Among the infections spread in school, the most common are respiratory infections, diarrhea, and infestations like scabies and head lice. While not all of these are serious or life threatening, they are a great deal of trouble. Some, if not all, of these illnesses can be avoided by taking some preventive measures.
In kinder, gentler days, children who were sick would be allowed to stay at home for a few days. These days, most parents are terrified of the backlog of work that builds up. Besides, even if the child stays at home, there is no one to look after her. Acutely sick children going to school and daycare centres is an unfortunate reality of our times.
Apart from being bad for the sick child, this is a hazard for the other children.
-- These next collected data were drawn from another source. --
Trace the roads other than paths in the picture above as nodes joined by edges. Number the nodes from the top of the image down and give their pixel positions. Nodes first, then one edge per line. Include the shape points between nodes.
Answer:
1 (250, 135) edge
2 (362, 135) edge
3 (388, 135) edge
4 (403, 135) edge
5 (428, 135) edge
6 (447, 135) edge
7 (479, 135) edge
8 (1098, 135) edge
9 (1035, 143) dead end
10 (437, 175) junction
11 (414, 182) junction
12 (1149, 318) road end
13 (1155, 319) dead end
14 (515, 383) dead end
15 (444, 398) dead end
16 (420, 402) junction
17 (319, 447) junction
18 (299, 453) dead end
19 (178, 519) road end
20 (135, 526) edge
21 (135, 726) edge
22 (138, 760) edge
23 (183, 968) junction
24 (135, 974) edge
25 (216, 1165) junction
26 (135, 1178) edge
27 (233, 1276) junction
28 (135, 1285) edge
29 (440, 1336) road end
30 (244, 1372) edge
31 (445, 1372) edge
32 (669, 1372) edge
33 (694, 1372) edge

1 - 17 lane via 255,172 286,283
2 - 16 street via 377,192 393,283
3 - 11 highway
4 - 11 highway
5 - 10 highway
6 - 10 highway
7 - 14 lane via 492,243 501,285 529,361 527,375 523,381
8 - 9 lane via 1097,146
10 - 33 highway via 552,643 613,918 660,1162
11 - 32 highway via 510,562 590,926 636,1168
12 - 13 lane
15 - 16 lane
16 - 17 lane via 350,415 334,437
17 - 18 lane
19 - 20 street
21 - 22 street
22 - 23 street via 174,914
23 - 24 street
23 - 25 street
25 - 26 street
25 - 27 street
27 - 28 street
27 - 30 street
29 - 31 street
Children are naturally more susceptible to diseases than adults, and spending several hours in a room with a sick person is very likely to result in the acquisition of the infection.
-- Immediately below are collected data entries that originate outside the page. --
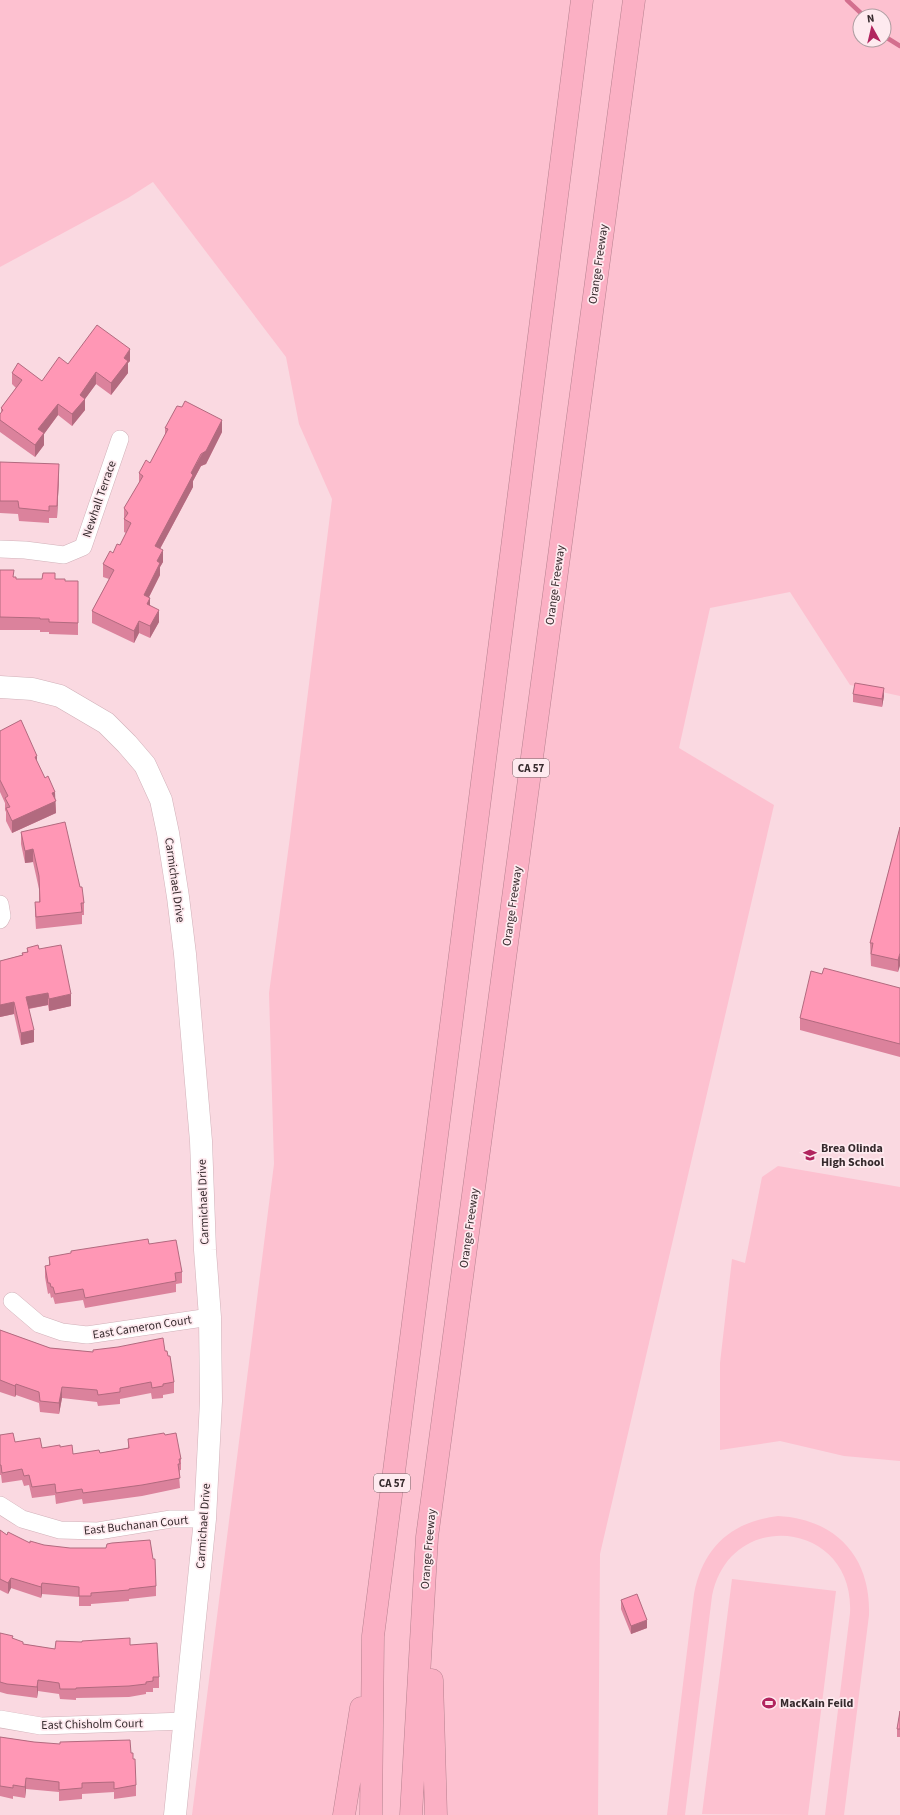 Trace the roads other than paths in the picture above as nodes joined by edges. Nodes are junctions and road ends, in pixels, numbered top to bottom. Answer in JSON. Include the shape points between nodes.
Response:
{"nodes":[{"id":1,"x":582,"y":0,"type":"edge"},
{"id":2,"x":634,"y":0,"type":"edge"},
{"id":3,"x":120,"y":439,"type":"dead end"},
{"id":4,"x":0,"y":549,"type":"edge"},
{"id":5,"x":0,"y":687,"type":"edge"},
{"id":6,"x":0,"y":904,"type":"edge"},
{"id":7,"x":0,"y":920,"type":"edge"},
{"id":8,"x":12,"y":1301,"type":"dead end"},
{"id":9,"x":210,"y":1317,"type":"junction"},
{"id":10,"x":0,"y":1505,"type":"edge"},
{"id":11,"x":205,"y":1519,"type":"junction"},
{"id":12,"x":427,"y":1537,"type":"junction"},
{"id":13,"x":373,"y":1636,"type":"junction"},
{"id":14,"x":0,"y":1719,"type":"edge"},
{"id":15,"x":186,"y":1721,"type":"junction"},
{"id":16,"x":175,"y":1815,"type":"edge"},
{"id":17,"x":344,"y":1815,"type":"edge"},
{"id":18,"x":371,"y":1815,"type":"edge"},
{"id":19,"x":411,"y":1815,"type":"edge"},
{"id":20,"x":436,"y":1815,"type":"edge"}],
"edges":[{"from":1,"to":13,"type":"highway","number":"CA 57"},
{"from":2,"to":12,"type":"highway","name":"Orange Freeway","number":"CA 57"},
{"from":3,"to":4,"type":"street","name":"Newhall Terrace","via":[[82,547],[64,555]]},
{"from":5,"to":9,"type":"street","name":"Carmichael Drive","via":[[60,696],[106,723],[145,765],[161,800],[185,954],[201,1141]]},
{"from":6,"to":7,"type":"street"},
{"from":8,"to":9,"type":"street","name":"East Cameron Court","via":[[39,1324],[62,1332],[87,1335]]},
{"from":9,"to":11,"type":"street","name":"Carmichael Drive","via":[[211,1401]]},
{"from":10,"to":11,"type":"street","name":"East Buchanan Court","via":[[22,1519],[60,1530],[98,1531],[171,1519]]},
{"from":11,"to":15,"type":"street","name":"Carmichael Drive"},
{"from":12,"to":19,"type":"highway","name":"Orange Freeway","number":"CA 57"},
{"from":12,"to":20,"type":"highway"},
{"from":13,"to":17,"type":"highway"},
{"from":13,"to":18,"type":"highway","number":"CA 57"},
{"from":14,"to":15,"type":"street","name":"East Chisholm Court","via":[[41,1726]]},
{"from":15,"to":16,"type":"street","name":"Carmichael Drive"}]}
Sick children often do not understand the need for safe practices like sneezing into a handkerchief, or washing their hands after wiping a running nose. Disease causing germs are thus carried on their hands, or disseminated into the air. Not all the staff of a school or day care center are well informed about infection reducing practices. They may not wash their hands after changing a diaper, or before preparing and serving food. Small children often do not wash hands well after visiting the toilet. All these are responsible for the high rate of infection spread in classrooms and day care centres.
Another important factor is overcrowding. Combined with poor ventilation and sunlight, this can increase the risk of spread of infections many times.
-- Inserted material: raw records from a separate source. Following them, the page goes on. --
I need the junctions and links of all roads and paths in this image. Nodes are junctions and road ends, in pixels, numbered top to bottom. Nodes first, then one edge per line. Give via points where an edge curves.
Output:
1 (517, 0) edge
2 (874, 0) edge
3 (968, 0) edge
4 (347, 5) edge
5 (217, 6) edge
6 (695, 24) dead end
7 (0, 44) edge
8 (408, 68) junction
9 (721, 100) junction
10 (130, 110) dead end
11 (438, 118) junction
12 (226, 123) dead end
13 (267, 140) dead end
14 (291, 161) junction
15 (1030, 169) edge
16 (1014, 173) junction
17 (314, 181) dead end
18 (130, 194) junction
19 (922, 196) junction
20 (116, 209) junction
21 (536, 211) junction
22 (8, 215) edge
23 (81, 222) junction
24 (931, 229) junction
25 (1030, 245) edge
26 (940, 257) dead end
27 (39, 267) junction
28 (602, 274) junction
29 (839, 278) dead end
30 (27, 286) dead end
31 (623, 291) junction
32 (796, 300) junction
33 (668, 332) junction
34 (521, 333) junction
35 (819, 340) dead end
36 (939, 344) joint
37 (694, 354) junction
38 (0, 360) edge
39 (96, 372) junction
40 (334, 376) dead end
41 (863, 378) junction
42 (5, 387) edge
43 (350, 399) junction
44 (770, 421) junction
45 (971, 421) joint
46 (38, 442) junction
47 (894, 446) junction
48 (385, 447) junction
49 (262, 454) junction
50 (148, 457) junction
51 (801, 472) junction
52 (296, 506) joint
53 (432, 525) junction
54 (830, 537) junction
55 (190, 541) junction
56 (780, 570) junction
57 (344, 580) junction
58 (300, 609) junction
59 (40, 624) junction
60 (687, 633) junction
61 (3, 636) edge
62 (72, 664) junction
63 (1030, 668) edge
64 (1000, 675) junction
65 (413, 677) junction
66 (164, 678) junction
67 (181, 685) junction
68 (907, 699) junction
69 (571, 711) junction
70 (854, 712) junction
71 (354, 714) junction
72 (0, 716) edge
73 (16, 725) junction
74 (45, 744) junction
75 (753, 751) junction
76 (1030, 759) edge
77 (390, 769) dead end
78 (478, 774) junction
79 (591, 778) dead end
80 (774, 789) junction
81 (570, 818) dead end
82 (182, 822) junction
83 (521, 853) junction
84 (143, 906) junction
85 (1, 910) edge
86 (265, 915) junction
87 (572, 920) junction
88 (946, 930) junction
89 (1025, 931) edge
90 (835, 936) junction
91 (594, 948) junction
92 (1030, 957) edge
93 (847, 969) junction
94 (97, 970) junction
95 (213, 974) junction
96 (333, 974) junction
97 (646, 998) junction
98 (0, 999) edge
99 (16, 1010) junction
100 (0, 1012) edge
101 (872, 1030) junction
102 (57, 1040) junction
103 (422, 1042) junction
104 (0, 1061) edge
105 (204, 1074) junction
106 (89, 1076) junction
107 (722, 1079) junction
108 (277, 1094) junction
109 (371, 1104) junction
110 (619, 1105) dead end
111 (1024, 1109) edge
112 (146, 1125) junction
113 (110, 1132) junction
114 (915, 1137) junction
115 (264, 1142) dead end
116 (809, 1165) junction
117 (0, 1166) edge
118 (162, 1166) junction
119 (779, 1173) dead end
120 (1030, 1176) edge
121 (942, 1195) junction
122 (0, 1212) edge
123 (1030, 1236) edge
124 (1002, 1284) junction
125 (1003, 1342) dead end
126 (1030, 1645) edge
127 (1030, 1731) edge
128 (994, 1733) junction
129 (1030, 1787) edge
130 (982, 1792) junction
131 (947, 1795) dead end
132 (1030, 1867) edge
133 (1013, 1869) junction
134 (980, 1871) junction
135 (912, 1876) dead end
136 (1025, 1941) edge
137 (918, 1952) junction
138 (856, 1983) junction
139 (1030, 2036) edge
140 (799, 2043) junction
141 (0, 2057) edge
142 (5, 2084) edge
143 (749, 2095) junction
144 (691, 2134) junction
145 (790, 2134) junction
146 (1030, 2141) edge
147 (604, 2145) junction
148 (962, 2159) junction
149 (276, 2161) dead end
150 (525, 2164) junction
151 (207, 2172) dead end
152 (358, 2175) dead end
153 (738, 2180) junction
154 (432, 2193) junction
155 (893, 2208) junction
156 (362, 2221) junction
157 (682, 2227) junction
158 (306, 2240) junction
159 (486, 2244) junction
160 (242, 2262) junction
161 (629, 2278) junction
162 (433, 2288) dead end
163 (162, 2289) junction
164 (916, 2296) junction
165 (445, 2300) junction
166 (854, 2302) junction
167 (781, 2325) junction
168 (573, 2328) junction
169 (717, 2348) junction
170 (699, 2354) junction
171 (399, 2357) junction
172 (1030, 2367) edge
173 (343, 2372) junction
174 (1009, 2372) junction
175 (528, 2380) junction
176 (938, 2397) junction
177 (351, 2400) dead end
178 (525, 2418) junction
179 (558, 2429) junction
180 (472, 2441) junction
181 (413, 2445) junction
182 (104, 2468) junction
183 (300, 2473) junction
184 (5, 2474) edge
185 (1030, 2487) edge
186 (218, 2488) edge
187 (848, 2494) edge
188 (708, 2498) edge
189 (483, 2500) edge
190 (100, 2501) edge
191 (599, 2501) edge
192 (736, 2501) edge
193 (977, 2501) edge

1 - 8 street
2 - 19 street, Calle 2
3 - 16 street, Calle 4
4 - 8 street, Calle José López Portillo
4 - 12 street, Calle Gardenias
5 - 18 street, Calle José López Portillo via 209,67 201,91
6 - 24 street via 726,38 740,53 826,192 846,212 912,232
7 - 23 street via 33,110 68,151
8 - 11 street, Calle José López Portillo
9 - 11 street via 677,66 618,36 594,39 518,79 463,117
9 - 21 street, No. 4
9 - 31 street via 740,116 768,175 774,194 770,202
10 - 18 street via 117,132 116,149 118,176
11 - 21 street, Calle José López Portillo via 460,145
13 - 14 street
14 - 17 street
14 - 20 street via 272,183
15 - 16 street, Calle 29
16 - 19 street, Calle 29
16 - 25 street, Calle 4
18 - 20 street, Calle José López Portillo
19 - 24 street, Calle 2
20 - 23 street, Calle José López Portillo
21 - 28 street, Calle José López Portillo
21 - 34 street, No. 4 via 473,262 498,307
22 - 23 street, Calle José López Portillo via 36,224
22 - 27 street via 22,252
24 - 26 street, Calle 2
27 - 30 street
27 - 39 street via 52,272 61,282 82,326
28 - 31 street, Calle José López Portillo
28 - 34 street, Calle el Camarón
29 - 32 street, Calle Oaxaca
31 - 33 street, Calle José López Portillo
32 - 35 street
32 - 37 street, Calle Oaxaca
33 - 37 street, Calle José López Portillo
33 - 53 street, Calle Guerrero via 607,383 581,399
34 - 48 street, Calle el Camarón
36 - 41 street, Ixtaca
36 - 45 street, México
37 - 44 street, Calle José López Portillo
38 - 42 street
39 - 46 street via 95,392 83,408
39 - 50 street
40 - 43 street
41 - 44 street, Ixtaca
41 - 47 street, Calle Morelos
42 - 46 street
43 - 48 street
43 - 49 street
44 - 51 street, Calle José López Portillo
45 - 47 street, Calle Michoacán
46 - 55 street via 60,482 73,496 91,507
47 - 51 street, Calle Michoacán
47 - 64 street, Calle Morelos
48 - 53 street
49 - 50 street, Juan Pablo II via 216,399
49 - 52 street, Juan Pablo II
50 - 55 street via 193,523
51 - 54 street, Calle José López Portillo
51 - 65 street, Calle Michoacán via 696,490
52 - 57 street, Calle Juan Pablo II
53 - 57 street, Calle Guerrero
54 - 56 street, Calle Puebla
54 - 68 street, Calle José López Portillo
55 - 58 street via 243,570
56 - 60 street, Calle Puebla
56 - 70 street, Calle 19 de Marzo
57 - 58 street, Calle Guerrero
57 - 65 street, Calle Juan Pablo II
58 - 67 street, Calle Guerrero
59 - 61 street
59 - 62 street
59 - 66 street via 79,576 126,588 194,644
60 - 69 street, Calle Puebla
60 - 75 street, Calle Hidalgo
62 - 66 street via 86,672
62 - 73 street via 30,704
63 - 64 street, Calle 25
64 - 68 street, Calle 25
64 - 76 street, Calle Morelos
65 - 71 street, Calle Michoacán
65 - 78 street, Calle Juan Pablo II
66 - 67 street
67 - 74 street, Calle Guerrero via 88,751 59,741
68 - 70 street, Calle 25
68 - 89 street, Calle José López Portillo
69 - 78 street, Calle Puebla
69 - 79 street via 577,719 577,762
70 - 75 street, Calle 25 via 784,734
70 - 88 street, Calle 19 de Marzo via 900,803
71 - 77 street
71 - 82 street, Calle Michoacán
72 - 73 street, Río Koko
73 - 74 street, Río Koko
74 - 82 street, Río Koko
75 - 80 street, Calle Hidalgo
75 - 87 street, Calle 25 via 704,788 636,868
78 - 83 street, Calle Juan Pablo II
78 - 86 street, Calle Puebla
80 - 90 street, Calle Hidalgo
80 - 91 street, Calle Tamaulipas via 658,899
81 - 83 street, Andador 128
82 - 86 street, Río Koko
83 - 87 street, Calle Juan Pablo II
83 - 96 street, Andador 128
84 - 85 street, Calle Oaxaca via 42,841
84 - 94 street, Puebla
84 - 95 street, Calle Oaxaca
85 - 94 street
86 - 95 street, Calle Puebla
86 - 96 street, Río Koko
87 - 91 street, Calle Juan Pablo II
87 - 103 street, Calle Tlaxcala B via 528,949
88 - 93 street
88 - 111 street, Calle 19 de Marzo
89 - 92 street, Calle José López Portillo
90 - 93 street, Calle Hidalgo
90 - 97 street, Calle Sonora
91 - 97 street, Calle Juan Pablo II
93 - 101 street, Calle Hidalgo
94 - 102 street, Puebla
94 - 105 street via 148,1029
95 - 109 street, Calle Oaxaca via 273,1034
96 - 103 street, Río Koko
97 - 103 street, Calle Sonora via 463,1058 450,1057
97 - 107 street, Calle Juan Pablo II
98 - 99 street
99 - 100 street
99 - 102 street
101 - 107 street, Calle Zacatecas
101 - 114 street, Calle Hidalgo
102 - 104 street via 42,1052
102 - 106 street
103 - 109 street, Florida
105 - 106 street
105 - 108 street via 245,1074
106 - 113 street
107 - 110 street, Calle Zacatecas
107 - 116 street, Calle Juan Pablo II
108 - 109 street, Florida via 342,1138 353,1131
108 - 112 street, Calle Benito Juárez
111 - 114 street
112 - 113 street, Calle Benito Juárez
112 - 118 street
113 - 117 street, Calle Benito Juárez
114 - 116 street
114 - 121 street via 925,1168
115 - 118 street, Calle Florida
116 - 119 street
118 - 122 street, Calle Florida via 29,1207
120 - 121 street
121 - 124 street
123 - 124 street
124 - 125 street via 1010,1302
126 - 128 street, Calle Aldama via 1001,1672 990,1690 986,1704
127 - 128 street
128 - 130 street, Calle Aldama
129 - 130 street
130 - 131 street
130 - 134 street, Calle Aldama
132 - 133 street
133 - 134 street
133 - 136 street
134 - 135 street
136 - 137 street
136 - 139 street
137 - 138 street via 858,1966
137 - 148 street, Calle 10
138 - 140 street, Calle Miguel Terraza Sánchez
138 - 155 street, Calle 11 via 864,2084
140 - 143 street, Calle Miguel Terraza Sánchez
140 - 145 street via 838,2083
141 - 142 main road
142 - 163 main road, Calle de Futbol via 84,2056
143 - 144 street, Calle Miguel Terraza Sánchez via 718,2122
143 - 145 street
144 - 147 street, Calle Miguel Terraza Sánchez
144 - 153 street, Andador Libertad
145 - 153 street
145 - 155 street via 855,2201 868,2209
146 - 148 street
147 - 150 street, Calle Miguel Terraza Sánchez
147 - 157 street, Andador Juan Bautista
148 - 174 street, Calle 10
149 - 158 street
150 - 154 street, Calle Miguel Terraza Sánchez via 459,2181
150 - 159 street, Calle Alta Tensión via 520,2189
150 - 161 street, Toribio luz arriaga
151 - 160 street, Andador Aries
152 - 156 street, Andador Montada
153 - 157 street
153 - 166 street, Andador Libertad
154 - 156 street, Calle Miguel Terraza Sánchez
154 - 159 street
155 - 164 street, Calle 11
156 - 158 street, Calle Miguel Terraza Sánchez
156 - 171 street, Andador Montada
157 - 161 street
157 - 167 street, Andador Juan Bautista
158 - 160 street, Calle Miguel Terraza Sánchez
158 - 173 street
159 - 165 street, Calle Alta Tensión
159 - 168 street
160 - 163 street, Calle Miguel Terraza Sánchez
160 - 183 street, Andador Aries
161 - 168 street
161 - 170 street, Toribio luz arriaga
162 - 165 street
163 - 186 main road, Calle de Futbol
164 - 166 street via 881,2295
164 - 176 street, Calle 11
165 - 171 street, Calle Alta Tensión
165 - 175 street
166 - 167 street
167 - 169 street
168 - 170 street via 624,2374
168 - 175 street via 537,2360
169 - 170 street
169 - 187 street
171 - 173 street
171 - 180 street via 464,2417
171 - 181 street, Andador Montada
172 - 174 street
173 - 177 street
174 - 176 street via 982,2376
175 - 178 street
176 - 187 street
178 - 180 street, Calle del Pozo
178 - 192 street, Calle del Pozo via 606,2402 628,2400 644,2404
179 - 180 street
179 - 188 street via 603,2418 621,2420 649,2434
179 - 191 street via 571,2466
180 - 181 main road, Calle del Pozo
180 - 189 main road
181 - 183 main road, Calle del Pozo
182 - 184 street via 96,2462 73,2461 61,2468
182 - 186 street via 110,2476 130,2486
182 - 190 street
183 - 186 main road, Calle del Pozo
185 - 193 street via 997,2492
Large respiratory droplets: A sick child's coughing produces these large drops of secretions, which contain germs. Being heavy, they settle on nearby surfaces, including hands, napkins, toys, etc. Several viral and bacterial infections are spread in this way. Among them are respiratory syncytial virus, adenoviruses, Neisseria meningitidis, Hemophilus influenzae, and Streptococci pneumoniae.
Small respiratory droplets: These are produced similarly, but being light, they float in the air for a long time with their deadly cargo of disease producing germs. They can be breathed in by children in the class, leading to disease. Measles, chicken pox, whooping cough, and tuberculosis are spread thus.
Enteric spread: This means spread by the sick child's feces. The child who doesn't wash hands well, or the staff member who changes diapers for small children, can carry germs on their hands. Typhoid fever, jaundice, and diarrhoea are spread thus.
Direct contact: Some diseases like scabies, head lice, fungal skin infections, bacterial skin infections, and conjunctivitis (pink eye) are spread by direct contact with an infected person.
Biting: This is quite rare, but dangerous. Hepatitis B has been known to be transmitted by bites. Also possible are hepatitis C and AIDS. Bites can also cause infections at the site of the bite.